L’économie stagnant et ne devant croître que de 3 à 4 pour cent cette année, l’UMNO a profité de la crise politique croissante pour mettre fin à la coalition gouvernementale. Muhyiddin a été contraint de démissionner après que des personnalités clés de l’UMNO ont quitté la coalition au pouvoir. L’installation d’Ismail Sabri Yaakob, membre de longue date de l’UMNO et ministre de la Défense dans le gouvernement précédent, remet effectivement l’UMNO au pouvoir.

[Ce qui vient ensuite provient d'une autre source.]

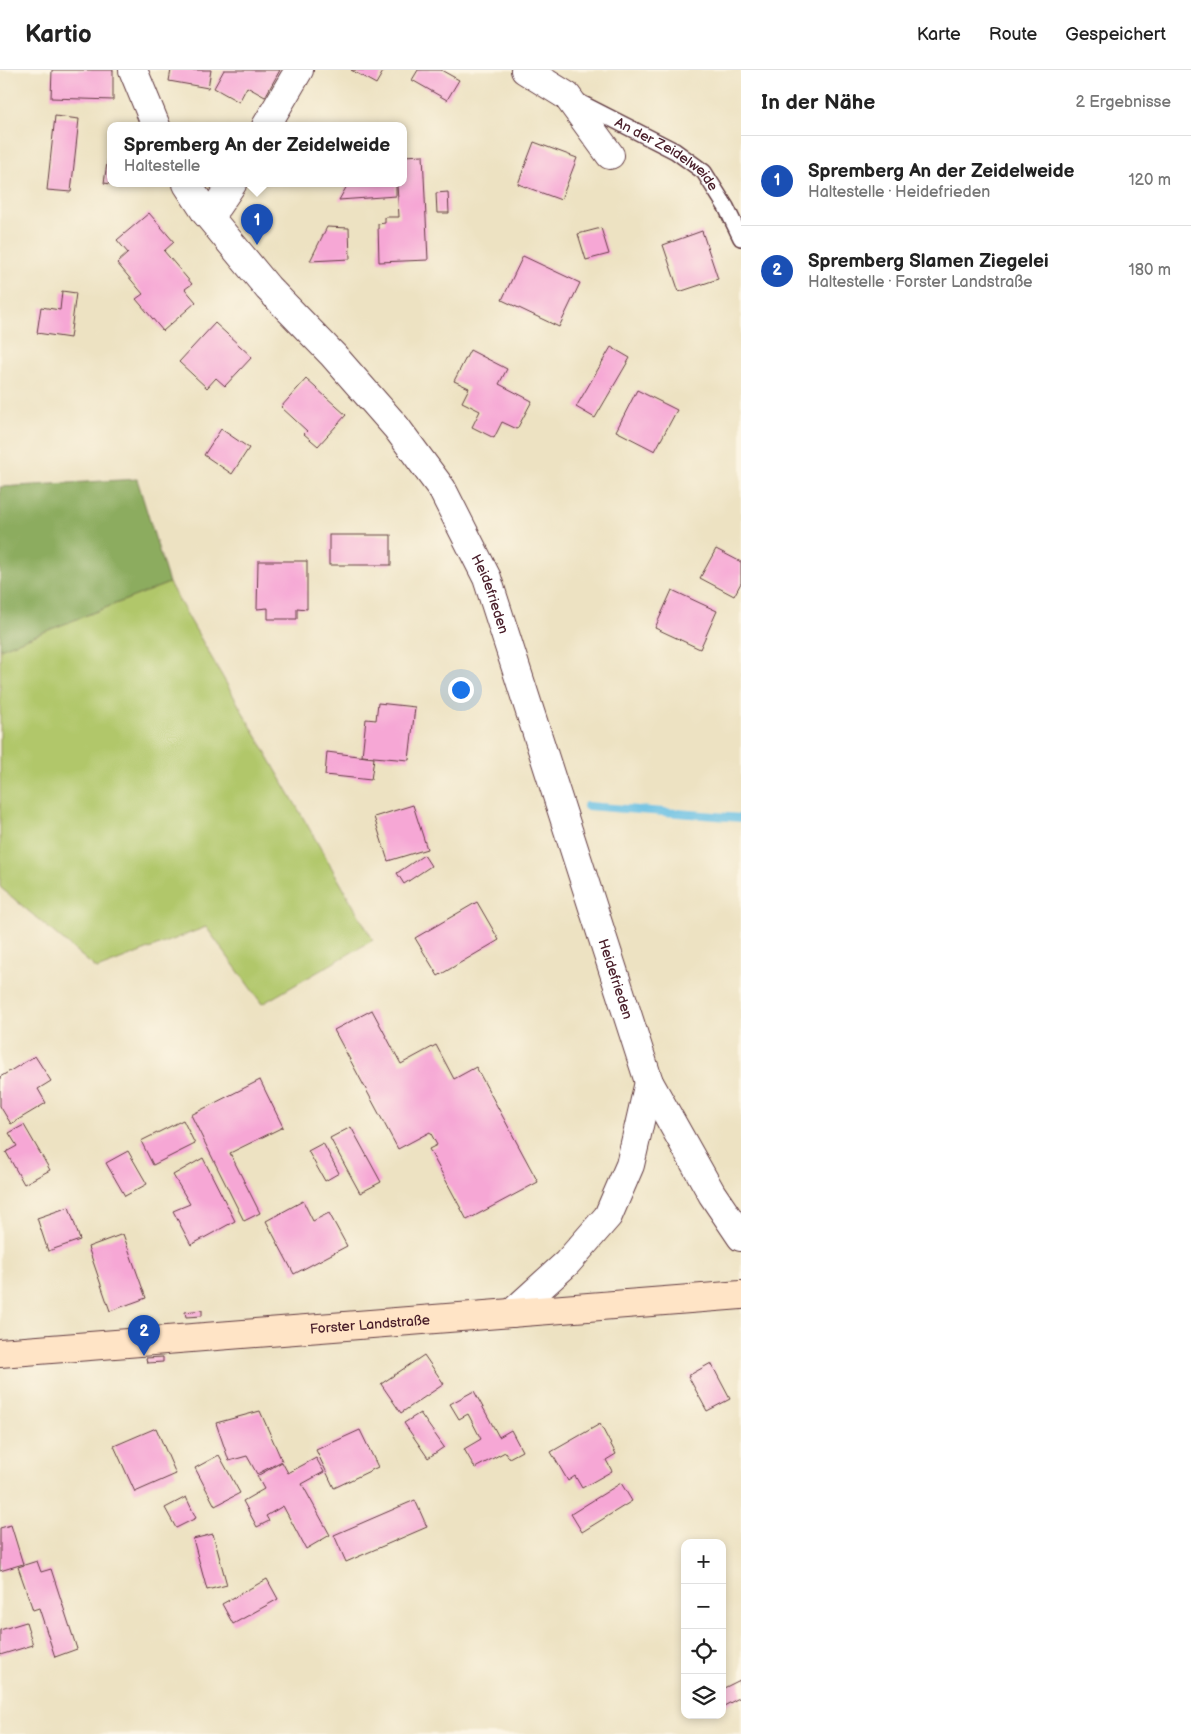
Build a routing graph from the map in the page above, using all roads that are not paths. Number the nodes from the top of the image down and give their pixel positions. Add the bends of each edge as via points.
1 (133, 70) edge
2 (299, 70) edge
3 (525, 70) edge
4 (567, 96) junction
5 (154, 122) edge
6 (268, 122) edge
7 (610, 155) dead end
8 (189, 187) edge
9 (230, 187) edge
10 (206, 214) junction
11 (741, 238) edge
12 (649, 1082) junction
13 (741, 1237) edge
14 (741, 1294) edge
15 (512, 1313) junction
16 (0, 1353) edge

1 - 5 street
2 - 6 street
3 - 4 street, An der Zeidelweide
4 - 7 street, An der Zeidelweide
4 - 11 lane, An der Zeidelweide via 674,151 704,172 726,206
8 - 10 street, Heidefrieden
9 - 10 street via 217,206
10 - 12 street, Heidefrieden via 268,288 334,355 396,427 442,488 487,578
12 - 13 street, Heidefrieden via 712,1194
12 - 15 street via 630,1165 608,1216 567,1263
14 - 15 main road, Forster Landstraße
15 - 16 main road, Forster Landstraße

Bridget Welsh, spécialiste de l’Asie du Sud-Est à l’université de Nottingham en Malaisie, a déclaré à l’Australian Broadcasting Corporation (ABC): «La Malaisie a un nouveau premier ministre, avec essentiellement les anciennes politiques et les anciens acteurs. C’est un retour au passé: UMNO est maintenant dans le siège du premier ministre, revenant au pouvoir par le biais de marchandages entre élites, malgré le fait qu’il avait été évincé pour corruption en 2018».

Ismail est un défenseur particulièrement zélé de la politique raciste de l’UMNO, qui consiste à favoriser les Malais de souche. Ces derniers constituent environ 60 pour cent de la population du pays, à côté d’importantes minorités ethniques, chinoise et indienne. En 2019, alors que l’UMNO était dans l’opposition, il aurait appelé les Malais musulmans à mener un «djihad» contre la coalition au pouvoir et l’aurait accusée d’être anti-islam.

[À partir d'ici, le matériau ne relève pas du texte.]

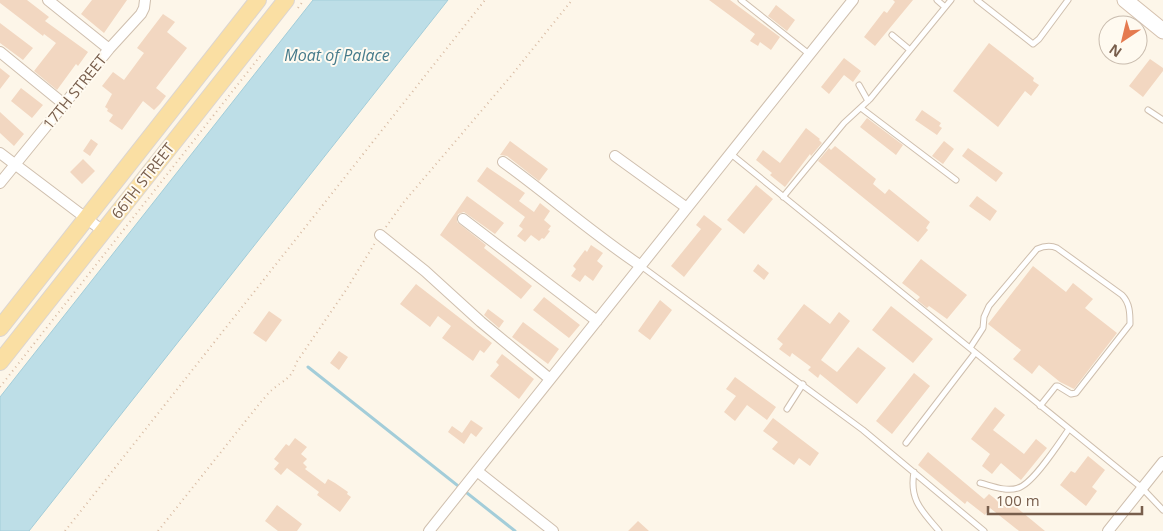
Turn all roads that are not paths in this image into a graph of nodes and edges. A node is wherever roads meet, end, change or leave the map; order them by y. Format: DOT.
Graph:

Les antécédents d’Ismail en matière de chauvinisme ethnique malais sont un avertissement que le nouveau gouvernement aura recours au fonds de commerce des politiciens de l’UMNO – le racisme diviseur et les méthodes d’État policier – pour faire face à l’opposition populaire généralisée qui se développera inévitablement.

Son gouvernement est tributaire d’une coalition disparate pour sa mince majorité parlementaire et sera considéré par une grande partie de la population comme une simple continuation de gouvernement précédent de Muhyiddin, qui n’a pas réussi à contrôler la pandémie.